Wednesday, March 11, 2015

The Iran nuclear Deal



The anxiety created by the potential nuclear deal between Iran and the P5+1, has been brought to the fore in the past 10 days. Netanyahu travelled to America and made an impassioned speech to congress about the dangers of the deal and recently 47 Republicans wrote a letter to the Iranian government stating that any deal would only last as long as Obama remains in office (until January 2017). Saudi Arabia has also been quietly strengthening its regional alliances – including those with Pakistan, the only Muslim nuclear weapons state.

Clearly, there are fears that the deal will increase the chances of Iran developing nuclear weapons at some point in the future. Are these fears justified? Is a nuclear deal with Iran really putting states such as Israel in more danger than they are at present? To answer this, the actual terms of the deal, and the alternatives to it, need to be analysed.  

Under the terms of the deal currently presented – and it must be stated that the deal is by no means any closer to being signed – questions have been raised, by Netanyahu and various senators and political commentators in the US, over a number of issues. Some of these include Iran’s ballistic missile capabilities, the accuracy of the one year timeframe that it would take Iran to create a nuclear bomb, and the controversial ‘sunset’ clause.

The lack of any mention of Iran’s ballistic missiles – which are able to carry nuclear weapons – has been highlighted and to an extent represents a potential nuclear security threat. However there are other countries in the region with ballistic missiles, Saudi Arabia, for example, paraded their newest ballistic missile last year and Israel is also known to have them. Iran insists that its ballistic missiles are conventional weaponry and used only defensively as a “deterrent”, and it therefore has the sovereign right to produce them.

Despite doubts over whether the terms of the deal would worsen the situation, Iran is developing these ballistic missiles anyway under the current sanctions. The lifting of sanctions may give Iran the resources to increase research and production of the missiles but more sanctions are very unlikely to stop it altogether; Iran has continued production under heavy sanctions as it stands. Given Iran’s stance on their sovereign right to build the weapons, any inclusion of a clause preventing this in the nuclear deal would not be favourable.

The key feature of the deal is that under the current conditions set by the Obama administration, if maintained, it would take Iran at least a year to build nuclear weapons. With the monitoring that would be in place, it would provide ample time for a pre-emptive response before the weapon can be utilised.

This time frame has been disputed by Netanyahu, who has consistently over-exaggerated the extent of Iran’s nuclear development. Since 1992, the Israeli government has been warning the World that the Iranian regime is only a short step away from building a nuclear bomb. Likewise, his 2012 assertion that Iran was within a year of creating a nuclear bomb was contradicted by a leaked Mossad document that said Iran “does not appear to be ready” to build a nuclear bomb under current uranium enrichment levels. This casts a considerable shadow of doubt over the allegations that information being used in the deal is wrong.
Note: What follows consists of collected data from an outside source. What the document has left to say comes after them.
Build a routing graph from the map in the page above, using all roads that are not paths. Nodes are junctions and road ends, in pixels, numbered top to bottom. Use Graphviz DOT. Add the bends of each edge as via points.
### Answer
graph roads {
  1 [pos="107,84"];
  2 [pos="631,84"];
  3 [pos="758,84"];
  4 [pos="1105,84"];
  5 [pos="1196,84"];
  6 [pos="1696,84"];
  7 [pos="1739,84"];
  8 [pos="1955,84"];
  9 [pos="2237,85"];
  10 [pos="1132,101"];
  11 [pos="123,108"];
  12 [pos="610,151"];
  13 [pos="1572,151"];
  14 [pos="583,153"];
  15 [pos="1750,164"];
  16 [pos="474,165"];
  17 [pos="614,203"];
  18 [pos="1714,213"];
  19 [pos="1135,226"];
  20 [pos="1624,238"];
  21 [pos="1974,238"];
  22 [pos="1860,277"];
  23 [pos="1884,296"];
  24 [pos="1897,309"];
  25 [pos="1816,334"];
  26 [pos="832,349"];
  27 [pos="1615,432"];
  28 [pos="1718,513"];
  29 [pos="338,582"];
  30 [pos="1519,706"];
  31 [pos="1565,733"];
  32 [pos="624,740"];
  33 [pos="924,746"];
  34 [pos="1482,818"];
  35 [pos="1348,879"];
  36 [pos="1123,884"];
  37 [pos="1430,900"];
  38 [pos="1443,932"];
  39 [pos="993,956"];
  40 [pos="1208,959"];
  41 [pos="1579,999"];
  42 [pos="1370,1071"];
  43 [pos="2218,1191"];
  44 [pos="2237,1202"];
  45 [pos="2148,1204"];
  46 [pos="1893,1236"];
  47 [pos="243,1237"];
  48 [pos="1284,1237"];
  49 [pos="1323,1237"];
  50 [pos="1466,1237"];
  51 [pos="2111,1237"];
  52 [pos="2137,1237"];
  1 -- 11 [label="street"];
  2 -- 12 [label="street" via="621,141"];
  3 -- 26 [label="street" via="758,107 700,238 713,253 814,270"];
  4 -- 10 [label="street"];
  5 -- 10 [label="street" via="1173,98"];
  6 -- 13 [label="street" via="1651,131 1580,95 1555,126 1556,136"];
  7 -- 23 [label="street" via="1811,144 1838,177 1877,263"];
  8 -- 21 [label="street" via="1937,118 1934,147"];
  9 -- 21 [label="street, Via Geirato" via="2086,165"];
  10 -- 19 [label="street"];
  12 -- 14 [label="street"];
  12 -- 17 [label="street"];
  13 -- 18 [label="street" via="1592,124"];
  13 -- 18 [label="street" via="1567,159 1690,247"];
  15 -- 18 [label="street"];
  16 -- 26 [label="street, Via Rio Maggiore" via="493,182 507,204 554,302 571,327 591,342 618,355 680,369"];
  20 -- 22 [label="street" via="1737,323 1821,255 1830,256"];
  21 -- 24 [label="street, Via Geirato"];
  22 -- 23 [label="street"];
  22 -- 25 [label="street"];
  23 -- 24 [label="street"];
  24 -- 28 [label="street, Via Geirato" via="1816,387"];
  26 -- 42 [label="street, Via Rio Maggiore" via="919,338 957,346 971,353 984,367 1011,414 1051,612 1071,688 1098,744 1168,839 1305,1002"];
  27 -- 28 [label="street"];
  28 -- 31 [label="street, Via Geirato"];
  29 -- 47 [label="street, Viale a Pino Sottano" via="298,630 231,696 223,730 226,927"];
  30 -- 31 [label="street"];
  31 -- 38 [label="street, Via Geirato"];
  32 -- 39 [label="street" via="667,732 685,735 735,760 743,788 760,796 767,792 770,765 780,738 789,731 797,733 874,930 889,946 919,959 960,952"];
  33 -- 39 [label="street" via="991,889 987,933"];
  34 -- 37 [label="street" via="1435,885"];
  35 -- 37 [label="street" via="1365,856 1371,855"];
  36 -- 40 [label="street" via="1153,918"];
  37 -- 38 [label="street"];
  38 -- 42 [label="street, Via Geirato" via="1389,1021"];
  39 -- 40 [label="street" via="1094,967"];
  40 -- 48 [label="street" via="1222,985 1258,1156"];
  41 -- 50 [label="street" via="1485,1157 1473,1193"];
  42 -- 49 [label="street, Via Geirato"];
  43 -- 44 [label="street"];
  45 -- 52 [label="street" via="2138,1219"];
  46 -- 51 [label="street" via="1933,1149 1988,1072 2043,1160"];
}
The 10 year ‘sunset’ clause thought to be in the deal is of particular concern to some. Having a sunset clause effectively means that Iran could completely restart all nuclear activities at the end of the given time period. This is a concession that seems to contradict the nature of the deal and potentially increases future risk. A measure of compromise is needed in order to reach an agreement. However, the clause could negate all the positives. The very point of the deal is to prevent Iran from obtaining nuclear weapons, yet a sunset clause provides a window after which it can become a possibility.

It appears, from the US’s sudden willingness to concede ground on the deal, that the current administration is attempting to leave some kind of lasting legacy in its dealings in the Middle East. Iran’s activities in the Middle East have increased dramatically, with backing of Shiite forces in Yemen, Syria and particularly in Iraq where Iranian trained Shiite militia have made real headway against ISIS while the West has seemingly turned a blind eye. However, Iranian involvement could further exacerbate already high sectarian tensions in the country.

So, debate over the deal is neither wholly positive nor wholly negative, as is the nature of any deal. Compromise is always needed and furthermore, what other options are there? Iran’s nuclear development is likely to continue at some level if the deal is not signed, the only other options are to increase economic sanctions or military action.

Sanctions would increasingly incapacitate nuclear development but will not diminish Iran’s desire for further nuclear development. Similarly, military action would not incapacitate or nullify its desire, or knowledge of how, to build nuclear weapons.  In the long term it might only make nuclear development more likely. The sunset clause is of genuine concern but the rest of the deal should not increase insecurity. Despite fears, achieving a deal where there is a great deal of transparency and a monitoring system installed to react to any nuclear breakout in Iran seems to be the best solution. It is by no means the perfect solution and worries from regional actors such as Israel are inevitable but it is the most workable solution. It is offers a way forward and a degree of hope on the issue rather a return to the completely unsatisfactory status quo.